You're right, there are exceptions. I was thinking of the average ipod on the average London bus. The classical music ipod will tend to contain music:


of greater harmonic complexity 
employing larger forces, i.e. more instruments and voices
with more substantial or 'poetic' lyrics 
self-consciously embedded in a high art culture going back to the Greeks

I stress that's not to criticise pop music or those who love it or play it. Many people start off with pop music, become dissatisfied with it, and move to richer sound.

Further factors are profit-making and celebrity culture. The CD labels are trying all the time to shift more classical music CDs and may use pop music marketing and branding techniques within the classical music sphere to raise profit margins. There's a big such operation underway in LA at the moment surrounding Dudamel.

But however much they try it never really takes off. If only classical musicians could be persuaded to take more illegal drugs, get into fights in nightclubs, and appear on 'Big Brother'.... Give it time.....


----------



## danae (Jan 7, 2009)

I'm curious: based on all these definitions and terms ("high music", "art music" etc...), how would someone explain the fact that even the most common and simple medieval secular dances (you know, the ones that people danced in the fields after work, or in the inns after drinking pints of wine), even these are considered now "classical music"?


----------



## Aramis (Mar 1, 2009)

danae said:


> I'm curious: based on all these definitions and terms ("high music", "art music" etc...), how would someone explain the fact that even the most common and simple medieval secular dances (you know, the ones that people danced in the fields after work, or in the inns after drinking pints of wine), even these are considered now "classical music"?


Are they? This kind of music usually is considered as traditional/folk/early music.


----------



## Sid James (Feb 7, 2009)

Aramis said:


> Are they? This kind of music usually is considered as traditional/folk/early music.
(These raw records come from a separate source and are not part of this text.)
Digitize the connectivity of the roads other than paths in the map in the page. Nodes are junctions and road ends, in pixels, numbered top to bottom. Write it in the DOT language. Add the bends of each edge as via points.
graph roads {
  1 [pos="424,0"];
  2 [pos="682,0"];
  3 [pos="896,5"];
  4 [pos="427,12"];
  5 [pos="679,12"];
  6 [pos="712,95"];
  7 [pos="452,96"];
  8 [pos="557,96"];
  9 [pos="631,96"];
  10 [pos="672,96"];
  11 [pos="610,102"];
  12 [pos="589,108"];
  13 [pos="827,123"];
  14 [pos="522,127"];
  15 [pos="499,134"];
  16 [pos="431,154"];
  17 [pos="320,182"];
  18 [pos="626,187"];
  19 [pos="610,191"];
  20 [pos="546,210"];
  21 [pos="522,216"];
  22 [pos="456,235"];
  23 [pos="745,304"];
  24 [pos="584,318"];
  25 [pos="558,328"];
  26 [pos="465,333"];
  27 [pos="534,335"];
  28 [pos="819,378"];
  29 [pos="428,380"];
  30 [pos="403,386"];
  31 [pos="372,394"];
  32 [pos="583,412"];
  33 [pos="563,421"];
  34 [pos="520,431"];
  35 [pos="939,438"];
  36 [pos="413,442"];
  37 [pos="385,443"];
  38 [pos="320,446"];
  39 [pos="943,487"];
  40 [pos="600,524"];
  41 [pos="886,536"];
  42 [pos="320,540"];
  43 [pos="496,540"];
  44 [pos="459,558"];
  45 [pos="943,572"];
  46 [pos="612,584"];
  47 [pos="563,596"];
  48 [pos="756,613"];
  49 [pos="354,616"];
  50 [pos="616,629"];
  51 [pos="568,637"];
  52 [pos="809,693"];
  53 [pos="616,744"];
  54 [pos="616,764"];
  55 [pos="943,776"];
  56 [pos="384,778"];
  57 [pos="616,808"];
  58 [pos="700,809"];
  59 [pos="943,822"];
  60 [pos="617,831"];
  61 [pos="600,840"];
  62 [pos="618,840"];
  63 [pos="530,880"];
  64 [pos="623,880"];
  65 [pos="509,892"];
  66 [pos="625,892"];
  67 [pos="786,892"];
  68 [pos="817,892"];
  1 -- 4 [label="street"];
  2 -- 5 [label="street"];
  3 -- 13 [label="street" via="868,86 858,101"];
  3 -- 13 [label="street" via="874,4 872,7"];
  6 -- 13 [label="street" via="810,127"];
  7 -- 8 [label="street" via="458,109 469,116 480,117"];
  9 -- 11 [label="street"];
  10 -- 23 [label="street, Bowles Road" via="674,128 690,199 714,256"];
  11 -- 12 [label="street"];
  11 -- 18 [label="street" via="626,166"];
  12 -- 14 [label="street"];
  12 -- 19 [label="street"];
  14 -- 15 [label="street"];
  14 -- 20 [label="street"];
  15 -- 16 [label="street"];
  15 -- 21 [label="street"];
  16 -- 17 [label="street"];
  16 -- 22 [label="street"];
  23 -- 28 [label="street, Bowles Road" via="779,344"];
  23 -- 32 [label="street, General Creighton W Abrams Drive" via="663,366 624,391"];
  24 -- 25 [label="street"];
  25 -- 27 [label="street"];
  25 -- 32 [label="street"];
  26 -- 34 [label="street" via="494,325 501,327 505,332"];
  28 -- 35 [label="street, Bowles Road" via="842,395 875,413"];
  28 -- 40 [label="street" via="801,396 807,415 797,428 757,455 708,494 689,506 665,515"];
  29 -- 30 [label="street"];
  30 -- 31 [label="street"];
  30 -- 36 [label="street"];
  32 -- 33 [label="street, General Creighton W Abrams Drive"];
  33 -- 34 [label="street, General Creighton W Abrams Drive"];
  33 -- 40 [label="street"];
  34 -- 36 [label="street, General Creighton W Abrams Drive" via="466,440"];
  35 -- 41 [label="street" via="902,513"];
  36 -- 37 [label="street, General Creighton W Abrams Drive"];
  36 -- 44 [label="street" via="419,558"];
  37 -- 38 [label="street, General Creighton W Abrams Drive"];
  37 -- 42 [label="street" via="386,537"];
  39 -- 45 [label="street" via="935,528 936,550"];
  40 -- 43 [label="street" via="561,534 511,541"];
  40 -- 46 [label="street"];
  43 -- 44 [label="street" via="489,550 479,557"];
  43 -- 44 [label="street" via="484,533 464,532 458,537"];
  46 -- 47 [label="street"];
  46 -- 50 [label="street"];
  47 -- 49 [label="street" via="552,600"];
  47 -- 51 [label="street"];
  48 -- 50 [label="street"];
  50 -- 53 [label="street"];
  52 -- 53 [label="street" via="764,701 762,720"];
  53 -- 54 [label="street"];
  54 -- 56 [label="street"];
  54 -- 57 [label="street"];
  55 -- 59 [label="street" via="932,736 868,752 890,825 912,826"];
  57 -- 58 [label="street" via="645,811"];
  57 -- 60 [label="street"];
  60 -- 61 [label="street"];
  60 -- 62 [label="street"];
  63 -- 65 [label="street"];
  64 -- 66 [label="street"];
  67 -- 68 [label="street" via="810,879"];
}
Yeah, but you're probably more likely to find such music in the classical section of a cd shop. I've even found music of French chanson singer Barbara (Monique Serf) there...


----------



## Padawan (Aug 27, 2009)

Within the Classical realm the breakdown is currently:

50% Romantic
30% Twentieth Century
11% Classical
7% Baroque

Mozart, Tchaikovsky, Vivaldi, Bach, Beethoven, Liszt, Chopin
Dvořák, Prokofiev, Saint-Saëns, Haydn
Smetana, Bizet, Brahms, Grieg, Smetana, Rimsky-Korsakov
Wagner, Strauss, J. Jr., Strauss, R., Rachmaninoff, Lalo, de Falla
Rodrigo, J., Granados, E., Rossini, , Ravel, Mussorgsky

Outside of classical music, I would categorize my taste as eclectic: R & B mostly, and a little Classic Rock, Disco, Electronic, Hip-Hop, Jazz, and Rap (Old School). Can't listen to metal or country.


----------